Activity =>
Copy out each line of the data that contains "graph".

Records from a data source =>
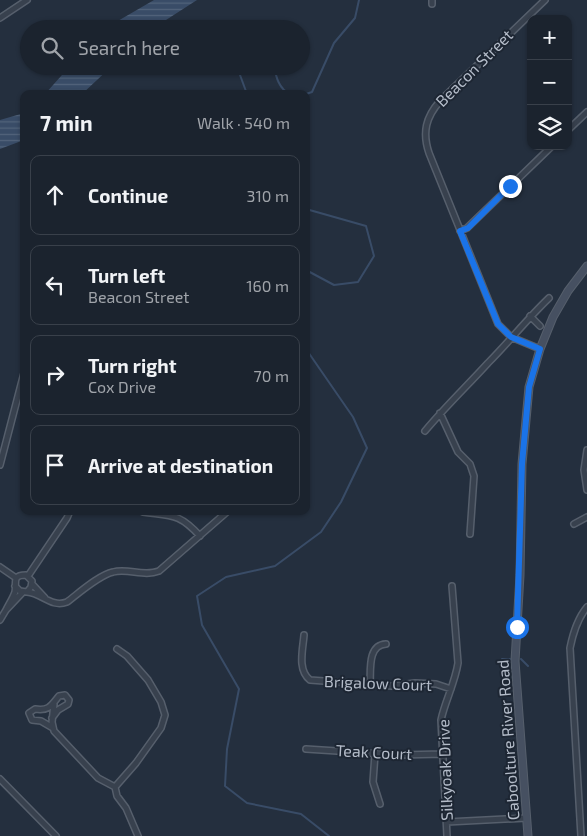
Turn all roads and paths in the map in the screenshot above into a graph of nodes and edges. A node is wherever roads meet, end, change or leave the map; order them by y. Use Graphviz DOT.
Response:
graph roads {
  1 [pos="27,0"];
  2 [pos="545,0"];
  3 [pos="0,18"];
  4 [pos="587,112"];
  5 [pos="572,126"];
  6 [pos="548,150"];
  7 [pos="460,231"];
  8 [pos="587,266"];
  9 [pos="549,298"];
  10 [pos="530,316"];
  11 [pos="540,326"];
  12 [pos="511,337"];
  13 [pos="540,349"];
  14 [pos="20,388"];
  15 [pos="440,413"];
  16 [pos="425,431"];
  17 [pos="587,450"];
  18 [pos="0,465"];
  19 [pos="587,490"];
  20 [pos="68,515"];
  21 [pos="165,515"];
  22 [pos="224,515"];
  23 [pos="587,517"];
  24 [pos="574,524"];
  25 [pos="470,534"];
  26 [pos="200,536"];
  27 [pos="0,567"];
  28 [pos="28,576"];
  29 [pos="16,578"];
  30 [pos="32,584"];
  31 [pos="15,586"];
  32 [pos="452,586"];
  33 [pos="25,592"];
  34 [pos="45,598"];
  35 [pos="587,606"];
  36 [pos="6,610"];
  37 [pos="0,620"];
  38 [pos="304,635"];
  39 [pos="386,644"];
  40 [pos="117,649"];
  41 [pos="370,684"];
  42 [pos="451,689"];
  43 [pos="54,704"];
  44 [pos="52,718"];
  45 [pos="53,728"];
  46 [pos="306,748"];
  47 [pos="375,754"];
  48 [pos="443,754"];
  49 [pos="0,779"];
  50 [pos="115,787"];
  51 [pos="380,804"];
  52 [pos="527,818"];
  53 [pos="447,822"];
  54 [pos="56,836"];
  55 [pos="138,836"];
  56 [pos="447,836"];
  57 [pos="528,836"];
  58 [pos="582,836"];
  1 -- 3 [label="street"];
  2 -- 7 [label="street, Beacon Street"];
  4 -- 5 [label="street"];
  6 -- 7 [label="street"];
  7 -- 12 [label="street, Beacon Street"];
  8 -- 13 [label="main road, Caboolture River Road"];
  9 -- 10 [label="street"];
  10 -- 11 [label="street"];
  10 -- 12 [label="street"];
  12 -- 13 [label="street, Beacon Street"];
  12 -- 15 [label="street"];
  13 -- 52 [label="main road, Caboolture River Road"];
  14 -- 18 [label="street"];
  15 -- 16 [label="street"];
  15 -- 25 [label="street"];
  17 -- 19 [label="street"];
  20 -- 28 [label="street"];
  21 -- 26 [label="street"];
  22 -- 26 [label="street"];
  23 -- 24 [label="street"];
  26 -- 34 [label="street"];
  27 -- 29 [label="street"];
  28 -- 29 [label="street"];
  28 -- 30 [label="street"];
  29 -- 31 [label="street"];
  30 -- 33 [label="street"];
  30 -- 34 [label="street"];
  31 -- 33 [label="street"];
  31 -- 36 [label="street"];
  32 -- 42 [label="street, Silkyoak Drive"];
  33 -- 34 [label="street"];
  33 -- 36 [label="street"];
  35 -- 58 [label="street"];
  36 -- 37 [label="street"];
  38 -- 41 [label="street, Brigalow Court"];
  39 -- 41 [label="street"];
  40 -- 50 [label="street"];
  41 -- 42 [label="street, Brigalow Court"];
  42 -- 48 [label="street, Silkyoak Drive"];
  43 -- 44 [label="street"];
  43 -- 44 [label="street"];
  43 -- 45 [label="street"];
  44 -- 45 [label="street"];
  45 -- 50 [label="street"];
  46 -- 47 [label="street, Teak Court"];
  47 -- 48 [label="street, Teak Court"];
  47 -- 51 [label="street"];
  48 -- 53 [label="street, Silkyoak Drive"];
  49 -- 54 [label="street"];
  50 -- 55 [label="street"];
  52 -- 53 [label="street"];
  52 -- 57 [label="main road, Caboolture River Road"];
  53 -- 56 [label="street, Silkyoak Drive"];
}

Problem solution =>
Turn all roads and paths in the map in the screenshot above into a graph of nodes and edges. A node is wherever roads meet, end, change or leave the map; order them by y. Use Graphviz DOT.
graph roads {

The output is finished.